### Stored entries

......

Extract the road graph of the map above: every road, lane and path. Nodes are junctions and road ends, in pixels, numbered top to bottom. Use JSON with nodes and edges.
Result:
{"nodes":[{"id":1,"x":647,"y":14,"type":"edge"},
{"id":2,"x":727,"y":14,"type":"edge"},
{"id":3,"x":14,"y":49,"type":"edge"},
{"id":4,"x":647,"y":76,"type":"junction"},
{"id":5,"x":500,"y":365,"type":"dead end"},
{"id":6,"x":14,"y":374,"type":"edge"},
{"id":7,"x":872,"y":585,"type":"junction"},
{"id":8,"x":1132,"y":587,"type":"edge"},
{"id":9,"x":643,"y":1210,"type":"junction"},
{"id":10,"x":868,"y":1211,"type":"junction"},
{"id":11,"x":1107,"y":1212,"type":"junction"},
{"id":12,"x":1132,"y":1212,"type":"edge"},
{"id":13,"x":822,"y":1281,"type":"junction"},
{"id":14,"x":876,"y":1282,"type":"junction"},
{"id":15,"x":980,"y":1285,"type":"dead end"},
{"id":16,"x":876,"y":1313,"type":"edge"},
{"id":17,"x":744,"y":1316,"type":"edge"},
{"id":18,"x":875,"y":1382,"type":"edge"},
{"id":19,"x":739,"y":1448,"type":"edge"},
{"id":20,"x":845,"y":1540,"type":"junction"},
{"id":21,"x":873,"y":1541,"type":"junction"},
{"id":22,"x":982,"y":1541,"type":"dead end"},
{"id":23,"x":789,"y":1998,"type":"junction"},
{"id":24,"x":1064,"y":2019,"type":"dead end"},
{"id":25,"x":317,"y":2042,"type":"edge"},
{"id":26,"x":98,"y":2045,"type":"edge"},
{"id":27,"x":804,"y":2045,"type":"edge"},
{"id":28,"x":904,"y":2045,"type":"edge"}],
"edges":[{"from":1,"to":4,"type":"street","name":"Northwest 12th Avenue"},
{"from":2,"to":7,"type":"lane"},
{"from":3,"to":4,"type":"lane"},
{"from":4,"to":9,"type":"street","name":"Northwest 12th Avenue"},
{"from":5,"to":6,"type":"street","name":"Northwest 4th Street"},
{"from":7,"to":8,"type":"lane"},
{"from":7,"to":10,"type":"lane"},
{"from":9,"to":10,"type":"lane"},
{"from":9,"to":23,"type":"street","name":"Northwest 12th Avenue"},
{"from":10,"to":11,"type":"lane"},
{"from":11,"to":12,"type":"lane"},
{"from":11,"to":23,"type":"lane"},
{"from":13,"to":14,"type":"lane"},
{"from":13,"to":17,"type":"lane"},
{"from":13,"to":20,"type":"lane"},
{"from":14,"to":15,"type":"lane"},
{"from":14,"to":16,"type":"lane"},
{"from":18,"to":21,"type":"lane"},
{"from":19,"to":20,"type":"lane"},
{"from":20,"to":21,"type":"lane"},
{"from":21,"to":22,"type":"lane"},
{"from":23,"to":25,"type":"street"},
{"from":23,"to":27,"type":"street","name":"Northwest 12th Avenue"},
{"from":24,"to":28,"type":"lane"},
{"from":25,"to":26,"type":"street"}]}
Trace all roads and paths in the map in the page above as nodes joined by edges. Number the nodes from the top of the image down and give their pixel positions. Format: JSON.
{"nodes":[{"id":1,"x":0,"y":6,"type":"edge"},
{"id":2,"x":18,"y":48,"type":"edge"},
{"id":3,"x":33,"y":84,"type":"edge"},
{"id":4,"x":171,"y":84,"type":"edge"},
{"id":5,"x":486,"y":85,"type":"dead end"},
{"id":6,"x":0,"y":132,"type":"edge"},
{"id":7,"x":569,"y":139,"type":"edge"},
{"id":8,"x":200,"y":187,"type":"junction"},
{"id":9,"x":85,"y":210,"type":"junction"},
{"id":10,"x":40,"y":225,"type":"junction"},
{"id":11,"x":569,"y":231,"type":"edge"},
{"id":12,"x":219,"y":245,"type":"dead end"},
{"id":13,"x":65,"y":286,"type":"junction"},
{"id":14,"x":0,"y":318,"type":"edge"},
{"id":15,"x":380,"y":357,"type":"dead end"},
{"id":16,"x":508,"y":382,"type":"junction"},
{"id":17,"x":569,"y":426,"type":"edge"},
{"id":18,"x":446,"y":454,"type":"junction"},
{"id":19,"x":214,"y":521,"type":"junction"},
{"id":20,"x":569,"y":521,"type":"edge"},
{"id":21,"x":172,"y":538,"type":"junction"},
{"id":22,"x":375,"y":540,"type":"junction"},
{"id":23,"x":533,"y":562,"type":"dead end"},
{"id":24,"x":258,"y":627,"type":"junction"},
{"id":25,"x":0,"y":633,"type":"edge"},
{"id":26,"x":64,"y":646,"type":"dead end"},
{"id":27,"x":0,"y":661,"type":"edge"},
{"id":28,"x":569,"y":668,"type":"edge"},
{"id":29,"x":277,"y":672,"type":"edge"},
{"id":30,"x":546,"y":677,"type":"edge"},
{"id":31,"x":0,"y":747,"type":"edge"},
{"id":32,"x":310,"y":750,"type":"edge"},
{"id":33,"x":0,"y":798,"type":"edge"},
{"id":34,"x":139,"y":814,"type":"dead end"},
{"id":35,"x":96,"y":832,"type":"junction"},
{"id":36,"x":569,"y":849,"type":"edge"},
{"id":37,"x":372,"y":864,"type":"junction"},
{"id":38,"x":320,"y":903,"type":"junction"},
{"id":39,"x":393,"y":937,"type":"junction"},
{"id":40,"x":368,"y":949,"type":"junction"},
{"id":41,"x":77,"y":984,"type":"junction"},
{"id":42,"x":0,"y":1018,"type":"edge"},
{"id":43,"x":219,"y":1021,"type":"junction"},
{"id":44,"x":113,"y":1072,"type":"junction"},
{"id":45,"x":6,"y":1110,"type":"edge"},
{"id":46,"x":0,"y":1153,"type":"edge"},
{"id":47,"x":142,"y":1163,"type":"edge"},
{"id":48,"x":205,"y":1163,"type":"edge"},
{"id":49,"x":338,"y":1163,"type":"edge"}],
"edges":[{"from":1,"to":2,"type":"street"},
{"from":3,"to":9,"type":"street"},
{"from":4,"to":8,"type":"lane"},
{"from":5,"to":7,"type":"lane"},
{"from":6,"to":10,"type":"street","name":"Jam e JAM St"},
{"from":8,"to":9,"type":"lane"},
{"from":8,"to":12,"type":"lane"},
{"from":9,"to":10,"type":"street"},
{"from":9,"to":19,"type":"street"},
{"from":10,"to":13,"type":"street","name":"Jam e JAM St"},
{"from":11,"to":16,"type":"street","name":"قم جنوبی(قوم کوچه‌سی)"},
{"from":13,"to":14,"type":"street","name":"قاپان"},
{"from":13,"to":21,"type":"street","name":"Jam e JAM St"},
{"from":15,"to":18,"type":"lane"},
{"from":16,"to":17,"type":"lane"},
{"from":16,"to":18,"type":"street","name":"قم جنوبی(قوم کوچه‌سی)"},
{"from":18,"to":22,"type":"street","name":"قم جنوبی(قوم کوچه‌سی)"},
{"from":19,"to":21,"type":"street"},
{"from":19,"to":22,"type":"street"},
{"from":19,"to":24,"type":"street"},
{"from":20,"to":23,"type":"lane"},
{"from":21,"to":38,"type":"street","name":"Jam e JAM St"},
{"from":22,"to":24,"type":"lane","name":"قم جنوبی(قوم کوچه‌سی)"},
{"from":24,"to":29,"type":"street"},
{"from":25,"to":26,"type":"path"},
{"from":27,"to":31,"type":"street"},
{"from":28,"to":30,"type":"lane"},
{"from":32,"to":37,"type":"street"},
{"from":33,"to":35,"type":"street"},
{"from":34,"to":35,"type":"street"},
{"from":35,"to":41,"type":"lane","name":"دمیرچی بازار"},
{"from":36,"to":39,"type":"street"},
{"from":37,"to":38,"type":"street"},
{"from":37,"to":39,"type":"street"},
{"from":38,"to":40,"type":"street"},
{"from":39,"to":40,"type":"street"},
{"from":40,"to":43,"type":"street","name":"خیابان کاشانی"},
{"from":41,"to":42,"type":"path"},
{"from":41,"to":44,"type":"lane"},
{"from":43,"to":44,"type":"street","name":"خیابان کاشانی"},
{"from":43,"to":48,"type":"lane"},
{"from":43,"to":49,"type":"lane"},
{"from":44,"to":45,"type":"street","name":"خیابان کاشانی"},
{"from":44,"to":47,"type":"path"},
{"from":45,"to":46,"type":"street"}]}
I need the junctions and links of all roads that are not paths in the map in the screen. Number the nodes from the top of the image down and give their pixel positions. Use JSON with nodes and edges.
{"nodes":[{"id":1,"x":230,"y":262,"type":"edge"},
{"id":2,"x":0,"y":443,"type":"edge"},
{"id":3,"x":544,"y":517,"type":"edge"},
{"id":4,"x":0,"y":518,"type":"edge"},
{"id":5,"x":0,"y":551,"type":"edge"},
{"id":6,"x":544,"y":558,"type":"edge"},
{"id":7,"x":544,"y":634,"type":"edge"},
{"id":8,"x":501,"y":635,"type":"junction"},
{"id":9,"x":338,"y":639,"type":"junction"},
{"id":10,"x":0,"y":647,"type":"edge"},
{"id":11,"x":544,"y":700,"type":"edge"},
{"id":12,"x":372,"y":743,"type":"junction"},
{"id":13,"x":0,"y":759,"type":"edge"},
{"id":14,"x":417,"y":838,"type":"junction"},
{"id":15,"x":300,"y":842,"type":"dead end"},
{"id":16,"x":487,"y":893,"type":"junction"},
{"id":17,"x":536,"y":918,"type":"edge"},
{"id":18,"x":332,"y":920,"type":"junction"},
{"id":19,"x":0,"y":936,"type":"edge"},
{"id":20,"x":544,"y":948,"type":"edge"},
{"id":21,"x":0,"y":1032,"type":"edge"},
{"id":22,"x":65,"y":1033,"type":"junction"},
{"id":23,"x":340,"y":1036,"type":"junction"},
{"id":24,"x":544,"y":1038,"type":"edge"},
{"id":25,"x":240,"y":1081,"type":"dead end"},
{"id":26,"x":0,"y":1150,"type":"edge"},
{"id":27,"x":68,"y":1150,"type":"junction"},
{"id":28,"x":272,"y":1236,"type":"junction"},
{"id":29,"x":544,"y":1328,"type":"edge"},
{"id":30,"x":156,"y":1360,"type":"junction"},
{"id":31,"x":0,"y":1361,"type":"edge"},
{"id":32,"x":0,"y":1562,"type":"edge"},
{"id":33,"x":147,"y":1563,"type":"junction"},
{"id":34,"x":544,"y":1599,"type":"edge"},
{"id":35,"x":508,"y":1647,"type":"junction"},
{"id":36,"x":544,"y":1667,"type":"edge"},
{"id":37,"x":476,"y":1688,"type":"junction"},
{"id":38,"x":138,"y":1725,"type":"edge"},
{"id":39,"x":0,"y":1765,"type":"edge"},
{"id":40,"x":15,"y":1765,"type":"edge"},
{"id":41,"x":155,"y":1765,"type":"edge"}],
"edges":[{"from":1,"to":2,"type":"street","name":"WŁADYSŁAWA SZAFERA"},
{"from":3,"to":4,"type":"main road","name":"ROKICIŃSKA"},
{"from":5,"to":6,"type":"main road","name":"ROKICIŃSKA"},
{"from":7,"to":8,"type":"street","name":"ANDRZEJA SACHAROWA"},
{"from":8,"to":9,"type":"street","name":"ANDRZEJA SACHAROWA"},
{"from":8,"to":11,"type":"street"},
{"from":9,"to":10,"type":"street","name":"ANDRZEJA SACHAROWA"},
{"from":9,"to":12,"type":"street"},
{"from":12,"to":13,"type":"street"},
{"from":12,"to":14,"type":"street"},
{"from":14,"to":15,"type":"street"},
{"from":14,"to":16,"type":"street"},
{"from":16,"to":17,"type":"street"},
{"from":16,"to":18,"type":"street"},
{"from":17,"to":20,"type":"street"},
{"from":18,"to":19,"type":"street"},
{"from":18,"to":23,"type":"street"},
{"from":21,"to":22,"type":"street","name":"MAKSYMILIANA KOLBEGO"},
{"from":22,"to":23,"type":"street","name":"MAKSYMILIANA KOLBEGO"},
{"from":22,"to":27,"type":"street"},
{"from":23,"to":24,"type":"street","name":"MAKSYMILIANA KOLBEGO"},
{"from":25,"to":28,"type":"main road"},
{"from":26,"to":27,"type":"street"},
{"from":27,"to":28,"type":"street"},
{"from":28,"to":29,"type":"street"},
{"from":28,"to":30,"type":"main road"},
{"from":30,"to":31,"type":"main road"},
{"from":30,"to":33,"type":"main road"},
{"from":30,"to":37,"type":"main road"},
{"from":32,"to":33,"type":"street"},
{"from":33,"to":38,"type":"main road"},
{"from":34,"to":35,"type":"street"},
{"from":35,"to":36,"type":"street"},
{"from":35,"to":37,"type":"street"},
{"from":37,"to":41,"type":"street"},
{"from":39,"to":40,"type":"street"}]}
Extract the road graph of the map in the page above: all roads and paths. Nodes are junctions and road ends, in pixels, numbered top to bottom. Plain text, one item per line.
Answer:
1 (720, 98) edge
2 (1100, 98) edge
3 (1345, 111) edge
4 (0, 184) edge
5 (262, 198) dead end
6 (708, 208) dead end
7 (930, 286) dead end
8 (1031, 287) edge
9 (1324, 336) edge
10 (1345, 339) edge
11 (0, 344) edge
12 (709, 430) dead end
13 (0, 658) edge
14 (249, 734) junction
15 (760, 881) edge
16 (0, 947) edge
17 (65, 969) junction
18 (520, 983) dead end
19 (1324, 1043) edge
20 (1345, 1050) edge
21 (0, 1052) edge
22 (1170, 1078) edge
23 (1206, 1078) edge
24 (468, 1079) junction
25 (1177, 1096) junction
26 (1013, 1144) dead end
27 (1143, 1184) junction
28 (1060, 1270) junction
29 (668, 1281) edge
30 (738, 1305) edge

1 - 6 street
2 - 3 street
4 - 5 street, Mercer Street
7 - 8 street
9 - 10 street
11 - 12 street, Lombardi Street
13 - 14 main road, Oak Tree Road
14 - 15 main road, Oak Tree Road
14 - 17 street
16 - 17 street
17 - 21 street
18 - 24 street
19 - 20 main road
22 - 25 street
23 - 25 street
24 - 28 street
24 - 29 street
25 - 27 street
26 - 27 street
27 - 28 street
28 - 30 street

......

### Exercise
For every line of the records that has the word "Extract" in it, make a copy.

### Solved problem
Extract the road graph of the map above: every road, lane and path. Nodes are junctions and road ends, in pixels, numbered top to bottom. Use JSON with nodes and edges.
Extract the road graph of the map in the page above: all roads and paths. Nodes are junctions and road ends, in pixels, numbered top to bottom. Plain text, one item per line.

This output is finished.